У нас состоялось несколько плодотворных бесед, и во время одной из них пациентка неожиданно спросила, есть ли у меня дети. Когда я ответила, что есть, она попросила закончить разговор, сославшись на сильную усталость. При следующих встречах А. была раздражена, делала грубые замечания по поводу медицинского персонала, психиатров, других окружающих. Через некоторое время она нашла в себе силы признать, что завидует молодым и здоровым людям, а особенно мне. Ей казалось, что я – образец благополучия. Как только А. поняла, что ее не осуждают (хотя временами превращалась в довольно сложного пациента), то стала все больше осознавать истинные причины своего гнева. Она недвусмысленно высказалась, что ее раздражение – злость на бога, который собирается позволить ей умереть такой молодой, не дает времени, чтобы исполнить жизненные планы. К счастью, больничный капеллан был человеком сочувствующим, не склонным к нападкам. Он беседовал с А. о ее раздражении, приводил почти те же аргументы, что и я, и постепенно злость пациентки сошла на нет, уступив место тоске. Я надеялась, это последний ее шаг на пути осознания своей доли.
До сегодняшнего дня А. испытывает смешанные чувства, когда задумывается о своей главной проблеме. Перед кем-то она предстает исключительно женщиной, озабоченной своей бездетностью. Со мной и капелланом рассуждает о смысле своей короткой жизни, о том, что надеется (и правильно делает) эту жизнь продлить. Сейчас самым большим страхом А. остается подозрение, что муж бросит ее и женится на другой женщине, способной зачать ребенка. Правда, пациентка тут же со смехом признает, что ее муж – «великий человек, но все же не персидский шах». А. не удалось полностью справиться с завистью по отношению к окружающим. Так или иначе, у нее не возникает необходимости в отрицании, в подмене своей проблемы каким-то другим, не менее грустным, но несколько более приемлемым предметом для меланхолии. Такой настрой дает пациентке возможность успешно психологически справляться с болезнью.

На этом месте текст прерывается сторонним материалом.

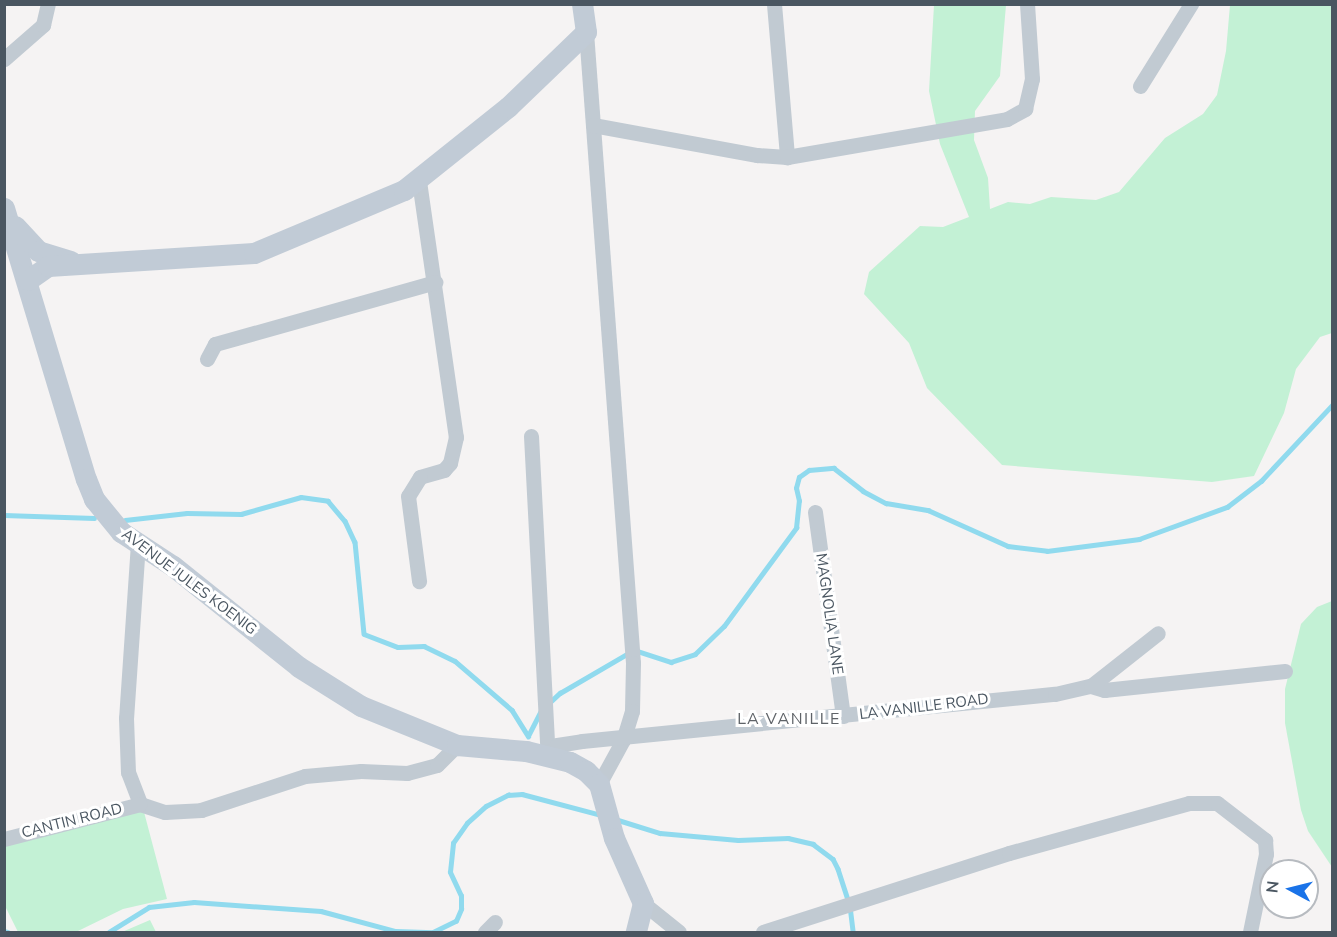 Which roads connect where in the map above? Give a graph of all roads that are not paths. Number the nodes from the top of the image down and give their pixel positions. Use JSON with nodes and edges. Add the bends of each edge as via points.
{"nodes":[{"id":1,"x":48,"y":4,"type":"edge"},
{"id":2,"x":582,"y":4,"type":"edge"},
{"id":3,"x":774,"y":4,"type":"edge"},
{"id":4,"x":1028,"y":4,"type":"edge"},
{"id":5,"x":1191,"y":4,"type":"edge"},
{"id":6,"x":586,"y":32,"type":"junction"},
{"id":7,"x":4,"y":59,"type":"edge"},
{"id":8,"x":1140,"y":86,"type":"dead end"},
{"id":9,"x":593,"y":125,"type":"junction"},
{"id":10,"x":787,"y":157,"type":"junction"},
{"id":11,"x":419,"y":181,"type":"junction"},
{"id":12,"x":6,"y":212,"type":"edge"},
{"id":13,"x":44,"y":253,"type":"junction"},
{"id":14,"x":75,"y":263,"type":"junction"},
{"id":15,"x":26,"y":273,"type":"junction"},
{"id":16,"x":435,"y":282,"type":"junction"},
{"id":17,"x":207,"y":359,"type":"dead end"},
{"id":18,"x":531,"y":436,"type":"dead end"},
{"id":19,"x":815,"y":512,"type":"dead end"},
{"id":20,"x":138,"y":543,"type":"junction"},
{"id":21,"x":419,"y":581,"type":"dead end"},
{"id":22,"x":1158,"y":633,"type":"dead end"},
{"id":23,"x":1285,"y":671,"type":"dead end"},
{"id":24,"x":1091,"y":686,"type":"junction"},
{"id":25,"x":843,"y":716,"type":"junction"},
{"id":26,"x":623,"y":740,"type":"junction"},
{"id":27,"x":457,"y":745,"type":"junction"},
{"id":28,"x":548,"y":757,"type":"junction"},
{"id":29,"x":601,"y":790,"type":"junction"},
{"id":30,"x":140,"y":804,"type":"junction"},
{"id":31,"x":4,"y":839,"type":"edge"},
{"id":32,"x":643,"y":903,"type":"junction"},
{"id":33,"x":636,"y":933,"type":"edge"},
{"id":34,"x":679,"y":933,"type":"edge"},
{"id":35,"x":763,"y":933,"type":"edge"},
{"id":36,"x":1250,"y":933,"type":"edge"}],
"edges":[{"from":1,"to":7,"type":"street","via":[[43,25]]},
{"from":2,"to":6,"type":"street"},
{"from":3,"to":10,"type":"street"},
{"from":4,"to":10,"type":"street","via":[[1032,79],[1025,109],[1006,119]]},
{"from":5,"to":8,"type":"street"},
{"from":6,"to":9,"type":"street"},
{"from":6,"to":11,"type":"street","via":[[508,107]]},
{"from":9,"to":10,"type":"street"},
{"from":9,"to":26,"type":"street","via":[[633,663],[632,711]]},
{"from":11,"to":14,"type":"street","via":[[313,231],[254,253]]},
{"from":11,"to":16,"type":"street"},
{"from":12,"to":13,"type":"street","via":[[31,245]]},
{"from":12,"to":15,"type":"street","name":"AVENUE JULES KOENIG"},
{"from":13,"to":14,"type":"street"},
{"from":13,"to":15,"type":"street"},
{"from":14,"to":15,"type":"street"},
{"from":15,"to":20,"type":"street","name":"AVENUE JULES KOENIG","via":[[86,479],[107,516]]},
{"from":16,"to":17,"type":"street","via":[[215,344]]},
{"from":16,"to":21,"type":"street","via":[[456,438],[450,463],[444,470],[420,477],[408,496]]},
{"from":18,"to":28,"type":"street"},
{"from":19,"to":25,"type":"street","name":"MAGNOLIA LANE"},
{"from":20,"to":27,"type":"street","name":"AVENUE JULES KOENIG","via":[[330,688],[388,720]]},
{"from":20,"to":30,"type":"street","via":[[126,718],[128,772]]},
{"from":22,"to":24,"type":"street","name":"LA VANILLE ROAD"},
{"from":23,"to":24,"type":"street","name":"LA VANILLE ROAD","via":[[1104,690]]},
{"from":24,"to":25,"type":"street","name":"LA VANILLE ROAD","via":[[1054,694]]},
{"from":25,"to":26,"type":"street","name":"LA VANILLE ROAD"},
{"from":26,"to":28,"type":"street","name":"LA VANILLE ROAD","via":[[557,745]]},
{"from":26,"to":29,"type":"street"},
{"from":27,"to":28,"type":"street","name":"AVENUE JULES KOENIG"},
{"from":27,"to":30,"type":"street","via":[[437,765],[407,773],[361,771],[305,776],[201,810],[165,812]]},
{"from":28,"to":29,"type":"street","name":"AVENUE JULES KOENIG","via":[[570,762]]},
{"from":29,"to":32,"type":"street","via":[[608,821]]},
{"from":30,"to":31,"type":"street","name":"CANTIN ROAD"},
{"from":32,"to":33,"type":"street"},
{"from":32,"to":34,"type":"street"},
{"from":35,"to":36,"type":"street","via":[[1008,854],[1189,803],[1218,803],[1265,840],[1266,854]]}]}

Дилемму «говорить или не говорить» иллюстрирует еще один пример, с пациентом Д. Никто из окружающих не мог понять, осознает ли мужчина природу своего заболевания. Медики были убеждены, что Д. не подозревал о серьезности положения, поскольку на контакт не шел, вопросов о заболевании не задавал и, казалось, более опасался врачей, нежели своего будущего. Медицинские сестры готовы были биться об заклад, что Д. ни за что не согласится общаться со мной. Я с некоторой нерешительностью зашла к нему в палату и, не мудрствуя, спросила: «Понимаете ли вы, насколько серьезно больны?» Он ответил: «У меня рак в каждой клетке…» Дело, как выяснилось, было в том, что ему ни разу не задали такой простой вопрос. Все воспринимали его угрюмый вид как нежелание общаться. На самом же деле, именно страхи, испытываемые медицинским персоналом, не позволяли выяснить, чем желал поделиться этот человек.